Data Mining Methods & Association Rule
In data mining, there are several methods that can be implemented:
Classification is the most common method of data mining. Business issues such as Churn Analysis and Risk Management usually involve Classification methods. Classification is an action to assign a group to each situation. Each state contains a group of attributes, one of which is the class attribute. This method needs to find a model that can explain the class attribute as a function of the input attribute.
Clustering is also referred to as segmentation. This method is used to identify the natural group of a case based on a group of attributes, grouping data that have similar attributes. Clustering is an unsupervised data mining method, because no single attribute is used to guide the learning process, so all input attributes are treated the same. Most clustering algorithms build a model through a series of iterations and stop when the model centers or converges (the boundaries of this segmentation have stabilized).
Association is also known as Market Basket Analysis. A typical business problem is analyzing sales transaction tables and identifying products that customers often buy together, for example when people buy chili sauce, they usually buy soy sauce. In terms of association, each item is considered information.
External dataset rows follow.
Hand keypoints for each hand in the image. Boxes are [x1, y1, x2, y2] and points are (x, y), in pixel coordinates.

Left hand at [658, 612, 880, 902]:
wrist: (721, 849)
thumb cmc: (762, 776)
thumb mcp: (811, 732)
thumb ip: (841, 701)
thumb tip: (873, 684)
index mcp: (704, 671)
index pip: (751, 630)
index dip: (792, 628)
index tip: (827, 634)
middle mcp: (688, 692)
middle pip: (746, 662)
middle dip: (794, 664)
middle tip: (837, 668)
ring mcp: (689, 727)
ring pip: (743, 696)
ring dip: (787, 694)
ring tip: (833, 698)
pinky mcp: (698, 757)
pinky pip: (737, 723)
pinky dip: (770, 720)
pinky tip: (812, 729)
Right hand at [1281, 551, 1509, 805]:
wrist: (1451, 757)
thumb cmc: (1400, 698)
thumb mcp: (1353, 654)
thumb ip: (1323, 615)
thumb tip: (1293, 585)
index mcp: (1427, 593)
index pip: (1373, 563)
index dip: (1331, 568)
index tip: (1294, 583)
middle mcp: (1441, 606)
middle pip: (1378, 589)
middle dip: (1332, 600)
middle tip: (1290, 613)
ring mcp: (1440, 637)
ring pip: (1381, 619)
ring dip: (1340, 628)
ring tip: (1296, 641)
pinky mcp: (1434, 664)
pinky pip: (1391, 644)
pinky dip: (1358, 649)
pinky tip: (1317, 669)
The method of association has two purposes:
– To find out what products are usually sold together
– To find out what are the rules that cause these similarities.
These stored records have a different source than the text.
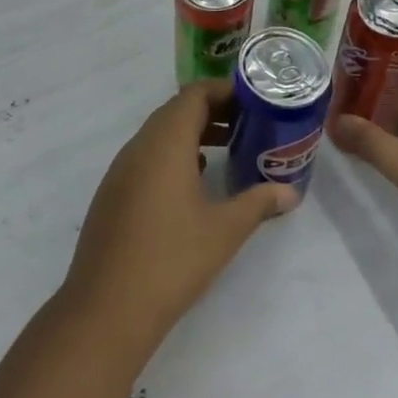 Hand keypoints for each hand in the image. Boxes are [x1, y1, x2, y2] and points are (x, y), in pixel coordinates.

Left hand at [61, 80, 298, 356]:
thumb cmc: (172, 259)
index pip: (193, 94)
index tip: (253, 100)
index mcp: (165, 142)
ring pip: (159, 134)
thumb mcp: (224, 230)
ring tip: (228, 147)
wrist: (107, 306)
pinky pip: (146, 156)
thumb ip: (258, 203)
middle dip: (212, 110)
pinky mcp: (113, 192)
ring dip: (192, 133)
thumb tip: (289, 191)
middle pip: (175, 110)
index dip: (224, 91)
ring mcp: (121, 169)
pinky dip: (173, 154)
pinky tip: (194, 180)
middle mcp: (139, 146)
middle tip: (248, 123) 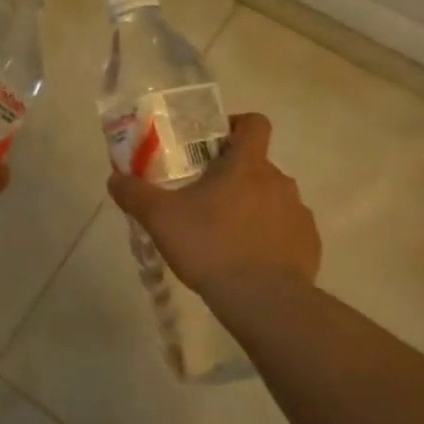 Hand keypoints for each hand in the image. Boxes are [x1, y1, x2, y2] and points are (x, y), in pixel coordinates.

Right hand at [107, 113, 320, 296]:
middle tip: (202, 199)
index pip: (254, 123)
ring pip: (271, 199)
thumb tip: (114, 179)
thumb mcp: (160, 218)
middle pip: (257, 165)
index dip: (235, 125)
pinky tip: (247, 260)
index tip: (212, 144)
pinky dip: (268, 238)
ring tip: (223, 235)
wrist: (264, 300)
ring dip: (251, 208)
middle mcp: (279, 181)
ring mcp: (298, 213)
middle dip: (232, 177)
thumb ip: (134, 194)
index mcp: (247, 165)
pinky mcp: (309, 245)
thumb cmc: (210, 246)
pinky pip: (286, 230) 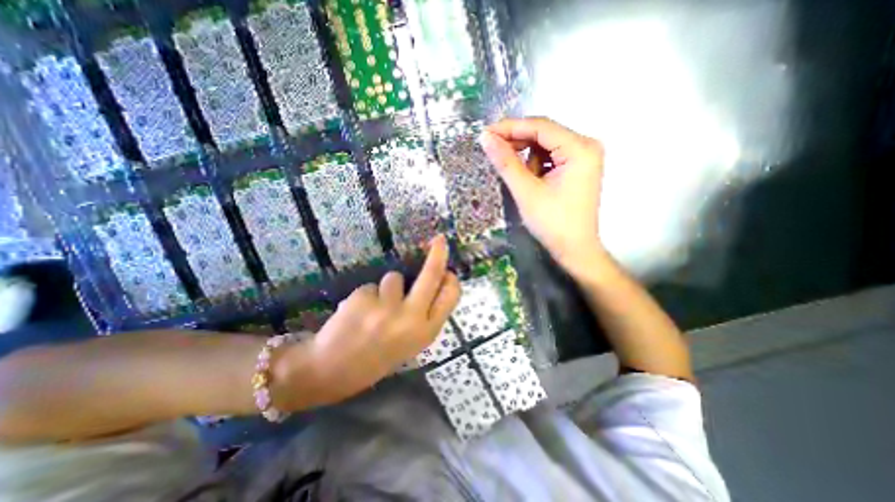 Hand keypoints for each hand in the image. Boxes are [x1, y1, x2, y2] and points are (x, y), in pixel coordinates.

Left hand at [285, 236, 456, 407]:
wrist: (331, 372)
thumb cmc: (375, 358)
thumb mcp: (410, 344)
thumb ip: (423, 317)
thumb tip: (433, 286)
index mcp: (425, 332)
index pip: (450, 297)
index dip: (451, 281)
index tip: (448, 271)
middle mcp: (411, 318)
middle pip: (431, 275)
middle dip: (438, 254)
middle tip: (439, 239)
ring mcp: (386, 308)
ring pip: (394, 278)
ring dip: (387, 289)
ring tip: (373, 310)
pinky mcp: (364, 298)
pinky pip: (372, 286)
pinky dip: (366, 296)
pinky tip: (356, 314)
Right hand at [484, 118, 608, 278]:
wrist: (574, 249)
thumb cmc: (552, 223)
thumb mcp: (526, 191)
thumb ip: (506, 162)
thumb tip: (485, 138)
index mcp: (580, 148)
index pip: (540, 126)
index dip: (510, 127)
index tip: (485, 133)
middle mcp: (586, 146)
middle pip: (544, 133)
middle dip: (518, 143)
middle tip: (493, 151)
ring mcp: (584, 156)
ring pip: (546, 145)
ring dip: (527, 158)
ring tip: (521, 180)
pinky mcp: (578, 167)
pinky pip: (551, 157)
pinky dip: (536, 165)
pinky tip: (531, 181) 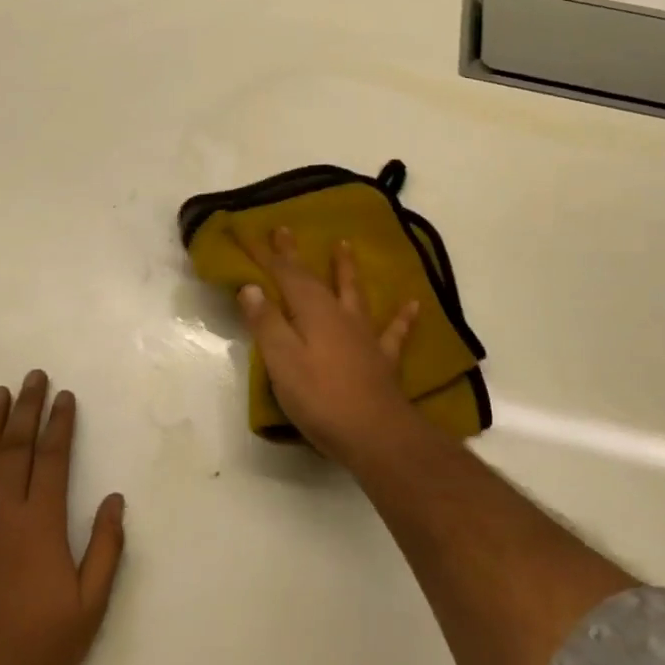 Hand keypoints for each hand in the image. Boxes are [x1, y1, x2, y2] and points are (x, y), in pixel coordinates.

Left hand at [0, 371, 124, 664]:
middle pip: (15, 450)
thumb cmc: (39, 655)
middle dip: (25, 410)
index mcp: (41, 526)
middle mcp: (2, 517)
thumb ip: (106, 549)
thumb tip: (116, 499)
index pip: (53, 460)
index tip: (64, 396)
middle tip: (31, 377)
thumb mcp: (90, 607)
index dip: (59, 424)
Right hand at [237, 228, 420, 460]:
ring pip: (353, 293)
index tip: (251, 234)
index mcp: (312, 312)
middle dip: (295, 256)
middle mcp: (339, 315)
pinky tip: (413, 304)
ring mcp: (364, 335)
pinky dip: (402, 317)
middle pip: (314, 278)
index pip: (284, 275)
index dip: (266, 255)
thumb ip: (266, 323)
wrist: (376, 434)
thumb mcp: (282, 361)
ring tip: (345, 245)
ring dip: (346, 269)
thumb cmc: (320, 398)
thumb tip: (251, 286)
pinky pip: (394, 331)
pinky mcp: (382, 359)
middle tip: (285, 230) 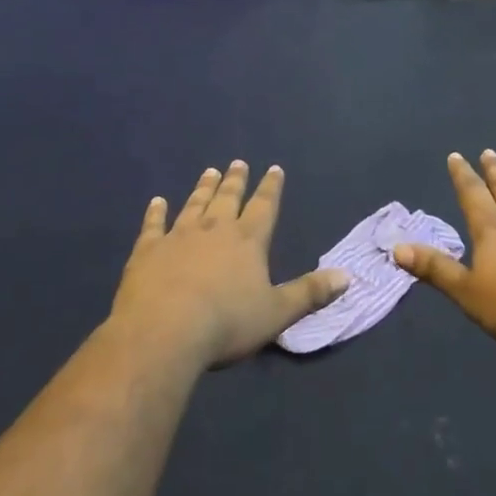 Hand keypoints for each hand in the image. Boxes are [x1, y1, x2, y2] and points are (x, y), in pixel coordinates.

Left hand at [110, 162, 349, 367]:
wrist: (164, 332)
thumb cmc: (227, 324)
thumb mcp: (277, 312)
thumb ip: (310, 292)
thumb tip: (347, 275)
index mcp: (248, 241)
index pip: (264, 206)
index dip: (271, 188)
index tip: (274, 168)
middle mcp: (214, 230)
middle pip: (228, 198)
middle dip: (235, 180)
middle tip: (237, 163)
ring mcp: (178, 237)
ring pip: (194, 205)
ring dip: (203, 188)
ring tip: (209, 171)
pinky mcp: (147, 251)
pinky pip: (153, 225)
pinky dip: (156, 212)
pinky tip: (157, 201)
The Regression method is similar to the Classification method, what distinguishes it is that the regression method cannot look for patterns that are described as classes. The regression method aims to look for patterns and determine a numerical value. A simple linear line-fitting technique is an example of regression, where the result is a function to determine the result based on the value of the input. A more sophisticated form of regression already supports category input, so it’s not just numeric input. The most popular techniques used for regression are linear regression and logistic regression. Other techniques supported by SQL Server Data mining are Regression Trees (part of the Microsoft Decission Trees algorithm) and Neural Networks. Regression is used to solve many business problems – for example for estimating distribution methods, distribution capacity, seasons and for estimating wind speed based on temperature, air pressure, and humidity.
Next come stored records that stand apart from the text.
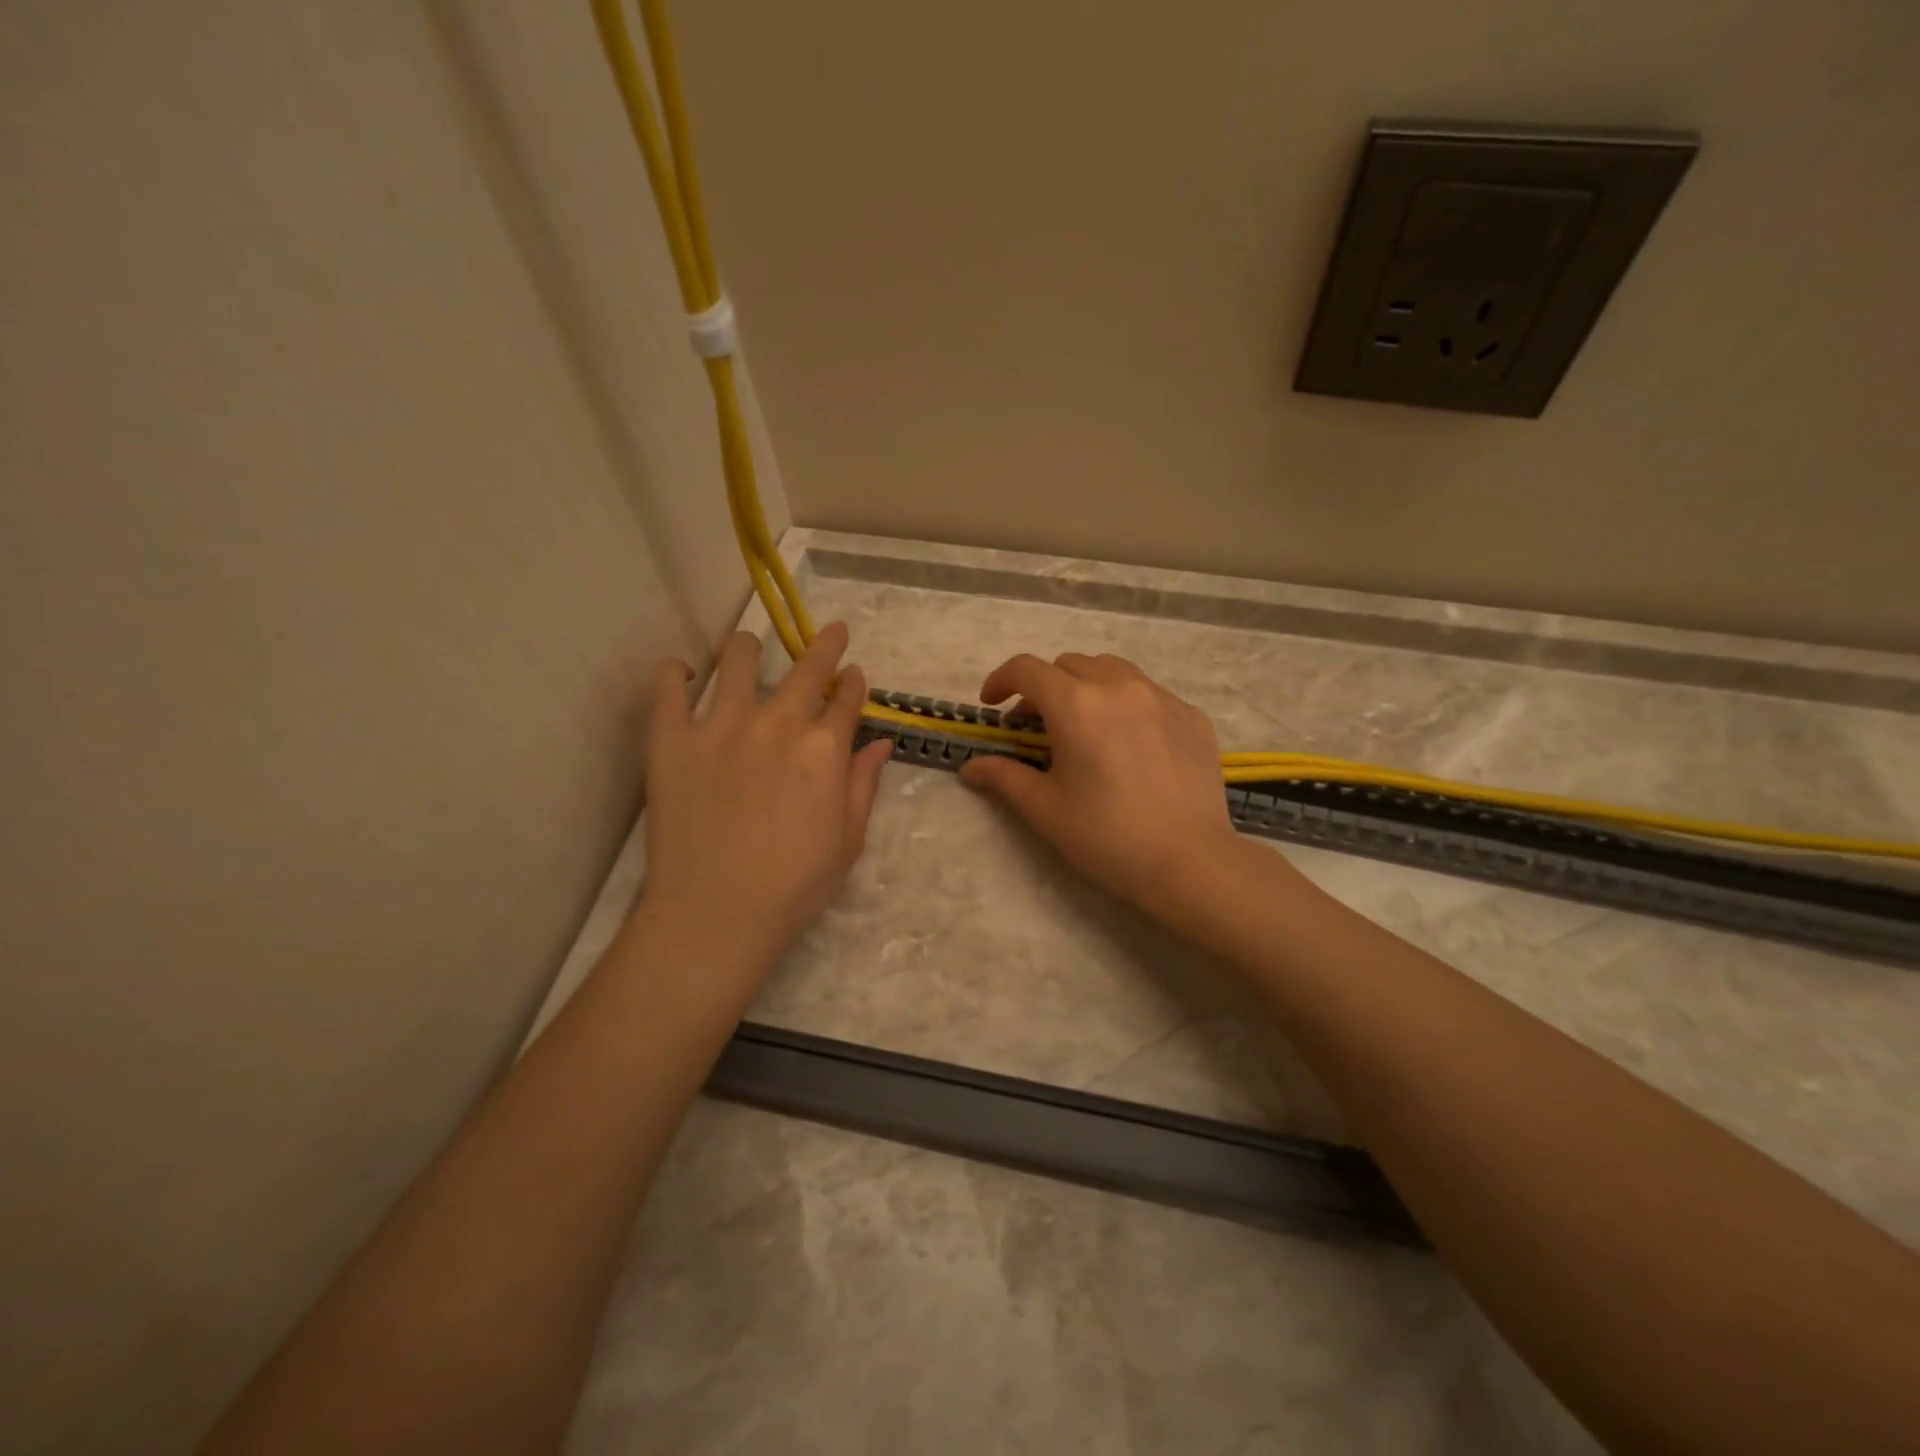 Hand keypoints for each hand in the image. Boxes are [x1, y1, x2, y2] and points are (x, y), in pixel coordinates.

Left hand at [639, 623, 891, 984]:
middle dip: (825, 646)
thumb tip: (879, 744)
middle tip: (832, 633)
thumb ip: (863, 785)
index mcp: (824, 749)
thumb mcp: (848, 840)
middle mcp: (777, 724)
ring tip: (748, 645)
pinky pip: (667, 689)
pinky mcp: (671, 740)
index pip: (847, 700)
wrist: (716, 914)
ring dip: (749, 647)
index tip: (855, 675)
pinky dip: (674, 674)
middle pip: (807, 669)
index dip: (855, 684)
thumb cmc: (794, 886)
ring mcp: (720, 726)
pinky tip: (680, 672)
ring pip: (736, 661)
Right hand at [957, 653, 1239, 914]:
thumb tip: (970, 767)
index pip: (1027, 669)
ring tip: (1084, 726)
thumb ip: (1004, 777)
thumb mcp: (1045, 809)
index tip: (992, 705)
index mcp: (1077, 704)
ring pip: (1113, 671)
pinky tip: (1130, 744)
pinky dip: (1127, 706)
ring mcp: (1162, 698)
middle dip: (1044, 687)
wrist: (1189, 863)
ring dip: (1087, 687)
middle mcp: (1120, 686)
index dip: (1001, 680)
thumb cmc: (1106, 836)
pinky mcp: (1192, 717)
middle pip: (1069, 665)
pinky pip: (1150, 695)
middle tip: (1036, 726)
Forecasting is also a very important data mining method. Examples are used to answer questions like the following:
– What will the stock value of JP Morgan Chase & Co. (on the NASDAQ, symbolized as JPM) look like on the next day?
– How much will the sales of certain products be in the next month?
Forecasting techniques can help answer the questions above. As input, the Forecasting technique will take a series of numbers that show the value that passes over time and then this Forecasting Technique will connect the future value using various machine-learning techniques and statistical techniques related to seasons, trends, and noise in data.
- Sequence Analysis
Sequence Anlysis is used to look for patterns in a series of events called Sequences. Both the sequence and time-series data are similar, they both contain close views in which the order depends. The difference is that a time-series contains numeric data, and a sequence series contains unique parts.
- Deviation Analysis
Deviation Analysis is used to look for cases that act very differently than normal. The use of deviation analysis is very broad, the most common of which is the detection of credit card misuse. Identifying abnormal cases among the millions of transactions is a very challenging job. Other uses include detecting computer network intrusions, analyzing production errors, and so on.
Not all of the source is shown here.